### WHAT THE EXERCISE ASKS:
Print, exactly as they appear in the listing below, the lines from the line with "I need the junctions" to the line with "Write the network", with both end lines kept.

### DATA FOR THIS EXERCISE:

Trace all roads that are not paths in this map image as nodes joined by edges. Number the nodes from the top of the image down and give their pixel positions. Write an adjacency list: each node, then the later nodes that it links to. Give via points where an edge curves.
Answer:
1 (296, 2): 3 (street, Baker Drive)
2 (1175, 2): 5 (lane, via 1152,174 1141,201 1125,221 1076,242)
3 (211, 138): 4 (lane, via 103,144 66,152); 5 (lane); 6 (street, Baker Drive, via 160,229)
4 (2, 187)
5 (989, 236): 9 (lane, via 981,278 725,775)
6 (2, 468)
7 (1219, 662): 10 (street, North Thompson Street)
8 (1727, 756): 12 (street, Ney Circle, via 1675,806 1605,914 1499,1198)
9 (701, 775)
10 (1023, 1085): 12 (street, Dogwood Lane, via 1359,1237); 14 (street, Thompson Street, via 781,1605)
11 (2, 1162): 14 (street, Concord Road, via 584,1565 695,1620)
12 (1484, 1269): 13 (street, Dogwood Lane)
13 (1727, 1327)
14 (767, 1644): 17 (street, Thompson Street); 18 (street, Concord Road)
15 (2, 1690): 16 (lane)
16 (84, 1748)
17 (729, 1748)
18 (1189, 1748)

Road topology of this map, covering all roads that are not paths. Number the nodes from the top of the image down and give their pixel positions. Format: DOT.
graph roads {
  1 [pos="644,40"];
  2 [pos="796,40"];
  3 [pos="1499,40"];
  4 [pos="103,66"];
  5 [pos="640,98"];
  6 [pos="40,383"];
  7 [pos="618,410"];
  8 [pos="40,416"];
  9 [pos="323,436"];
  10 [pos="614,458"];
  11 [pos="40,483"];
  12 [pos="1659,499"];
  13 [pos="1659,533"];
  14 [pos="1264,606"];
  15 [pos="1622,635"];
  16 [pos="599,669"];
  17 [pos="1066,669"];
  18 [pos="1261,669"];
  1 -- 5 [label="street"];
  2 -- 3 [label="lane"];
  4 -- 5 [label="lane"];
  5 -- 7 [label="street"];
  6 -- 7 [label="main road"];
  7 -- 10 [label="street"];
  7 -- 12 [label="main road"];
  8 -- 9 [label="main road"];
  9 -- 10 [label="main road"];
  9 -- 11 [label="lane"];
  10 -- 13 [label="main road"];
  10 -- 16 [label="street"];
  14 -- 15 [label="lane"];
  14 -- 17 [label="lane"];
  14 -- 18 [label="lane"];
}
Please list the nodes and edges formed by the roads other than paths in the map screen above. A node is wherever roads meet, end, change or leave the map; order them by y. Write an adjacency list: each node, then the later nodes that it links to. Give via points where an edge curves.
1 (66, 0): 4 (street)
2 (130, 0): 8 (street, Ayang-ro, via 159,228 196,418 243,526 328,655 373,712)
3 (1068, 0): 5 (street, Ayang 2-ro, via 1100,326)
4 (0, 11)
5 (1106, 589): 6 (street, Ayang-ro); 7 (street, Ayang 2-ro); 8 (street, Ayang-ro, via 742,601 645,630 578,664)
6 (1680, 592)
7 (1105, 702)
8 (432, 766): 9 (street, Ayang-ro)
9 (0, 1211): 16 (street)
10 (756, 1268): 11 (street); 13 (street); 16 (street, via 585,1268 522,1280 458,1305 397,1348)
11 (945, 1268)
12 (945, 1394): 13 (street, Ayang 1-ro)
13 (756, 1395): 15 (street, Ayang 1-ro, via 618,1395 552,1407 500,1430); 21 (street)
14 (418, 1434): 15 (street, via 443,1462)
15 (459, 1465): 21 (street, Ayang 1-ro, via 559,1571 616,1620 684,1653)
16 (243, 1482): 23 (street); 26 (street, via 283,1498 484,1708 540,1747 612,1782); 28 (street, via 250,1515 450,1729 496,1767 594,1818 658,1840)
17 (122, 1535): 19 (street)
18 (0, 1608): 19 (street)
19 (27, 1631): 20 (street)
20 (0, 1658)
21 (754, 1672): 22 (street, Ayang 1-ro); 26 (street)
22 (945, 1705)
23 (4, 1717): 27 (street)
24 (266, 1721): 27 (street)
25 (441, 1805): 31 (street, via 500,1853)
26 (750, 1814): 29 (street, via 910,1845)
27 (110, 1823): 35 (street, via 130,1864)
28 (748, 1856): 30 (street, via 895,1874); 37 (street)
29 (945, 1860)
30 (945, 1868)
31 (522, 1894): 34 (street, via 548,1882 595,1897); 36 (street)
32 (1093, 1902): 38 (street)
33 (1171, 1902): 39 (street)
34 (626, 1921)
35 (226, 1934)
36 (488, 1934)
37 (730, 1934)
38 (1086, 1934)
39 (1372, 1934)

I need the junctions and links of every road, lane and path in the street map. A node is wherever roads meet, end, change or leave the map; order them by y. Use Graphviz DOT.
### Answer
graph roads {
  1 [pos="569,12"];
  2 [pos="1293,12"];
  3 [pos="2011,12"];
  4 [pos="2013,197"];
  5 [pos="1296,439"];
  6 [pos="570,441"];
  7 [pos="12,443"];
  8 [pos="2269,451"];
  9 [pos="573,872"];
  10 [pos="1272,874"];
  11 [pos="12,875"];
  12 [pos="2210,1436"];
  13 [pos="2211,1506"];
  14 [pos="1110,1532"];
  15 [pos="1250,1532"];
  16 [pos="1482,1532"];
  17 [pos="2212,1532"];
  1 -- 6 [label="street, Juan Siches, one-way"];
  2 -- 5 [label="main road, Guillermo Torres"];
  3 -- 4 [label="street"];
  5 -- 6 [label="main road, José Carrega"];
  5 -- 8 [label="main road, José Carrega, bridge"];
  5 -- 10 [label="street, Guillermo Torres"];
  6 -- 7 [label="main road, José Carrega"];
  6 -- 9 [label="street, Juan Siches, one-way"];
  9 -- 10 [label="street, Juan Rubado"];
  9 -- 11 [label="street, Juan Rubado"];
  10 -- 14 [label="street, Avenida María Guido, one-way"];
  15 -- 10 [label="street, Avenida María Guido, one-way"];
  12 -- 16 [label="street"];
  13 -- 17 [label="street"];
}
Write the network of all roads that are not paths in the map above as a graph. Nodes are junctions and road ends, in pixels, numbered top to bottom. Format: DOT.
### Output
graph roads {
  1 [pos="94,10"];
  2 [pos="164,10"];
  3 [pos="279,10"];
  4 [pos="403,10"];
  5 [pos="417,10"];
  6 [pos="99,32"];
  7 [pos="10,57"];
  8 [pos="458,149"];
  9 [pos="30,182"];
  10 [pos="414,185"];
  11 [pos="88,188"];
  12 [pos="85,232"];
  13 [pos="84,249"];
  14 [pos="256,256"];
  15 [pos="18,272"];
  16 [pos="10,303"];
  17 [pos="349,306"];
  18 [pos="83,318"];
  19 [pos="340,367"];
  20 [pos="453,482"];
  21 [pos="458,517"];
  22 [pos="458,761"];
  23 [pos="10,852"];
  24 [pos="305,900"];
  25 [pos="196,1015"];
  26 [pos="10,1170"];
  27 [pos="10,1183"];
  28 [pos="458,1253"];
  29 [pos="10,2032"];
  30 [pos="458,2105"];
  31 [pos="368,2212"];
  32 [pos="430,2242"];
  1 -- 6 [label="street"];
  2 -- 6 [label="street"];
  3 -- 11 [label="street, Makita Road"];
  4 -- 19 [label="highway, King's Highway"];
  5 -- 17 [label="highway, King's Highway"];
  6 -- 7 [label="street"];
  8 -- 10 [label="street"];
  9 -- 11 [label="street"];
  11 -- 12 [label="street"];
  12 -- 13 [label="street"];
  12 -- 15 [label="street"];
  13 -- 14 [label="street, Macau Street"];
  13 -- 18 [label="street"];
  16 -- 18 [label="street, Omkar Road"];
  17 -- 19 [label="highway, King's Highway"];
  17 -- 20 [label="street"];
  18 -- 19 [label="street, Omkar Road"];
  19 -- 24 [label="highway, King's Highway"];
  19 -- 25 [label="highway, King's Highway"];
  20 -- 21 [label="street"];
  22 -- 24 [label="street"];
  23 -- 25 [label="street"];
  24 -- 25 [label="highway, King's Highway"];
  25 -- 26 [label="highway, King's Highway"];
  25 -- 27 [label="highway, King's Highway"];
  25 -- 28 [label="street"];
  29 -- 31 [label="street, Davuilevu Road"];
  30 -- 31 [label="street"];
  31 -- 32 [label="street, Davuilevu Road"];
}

### TASK OUTPUT:
I need the junctions and links of every road, lane and path in the street map. A node is wherever roads meet, end, change or leave the map; order them by y. Use Graphviz DOT.
### Answer
graph roads {
  1 [pos="569,12"];
  2 [pos="1293,12"];
  3 [pos="2011,12"];
  4 [pos="2013,197"];
  5 [pos="1296,439"];
  6 [pos="570,441"];
  7 [pos="12,443"];
  8 [pos="2269,451"];
  9 [pos="573,872"];
  10 [pos="1272,874"];
  11 [pos="12,875"];
  12 [pos="2210,1436"];
  13 [pos="2211,1506"];
  14 [pos="1110,1532"];
  15 [pos="1250,1532"];
  16 [pos="1482,1532"];
  17 [pos="2212,1532"];
  1 -- 6 [label="street, Juan Siches, one-way"];
  2 -- 5 [label="main road, Guillermo Torres"];
  3 -- 4 [label="street"];
  5 -- 6 [label="main road, José Carrega"];
  5 -- 8 [label="main road, José Carrega, bridge"];
  5 -- 10 [label="street, Guillermo Torres"];
  6 -- 7 [label="main road, José Carrega"];
  6 -- 9 [label="street, Juan Siches, one-way"];
  9 -- 10 [label="street, Juan Rubado"];
  9 -- 11 [label="street, Juan Rubado"];
  10 -- 14 [label="street, Avenida María Guido, one-way"];
  15 -- 10 [label="street, Avenida María Guido, one-way"];
  12 -- 16 [label="street"];
  13 -- 17 [label="street"];
}
Write the network of all roads that are not paths in the map above as a graph. Nodes are junctions and road ends, in pixels, numbered top to bottom. Format: DOT.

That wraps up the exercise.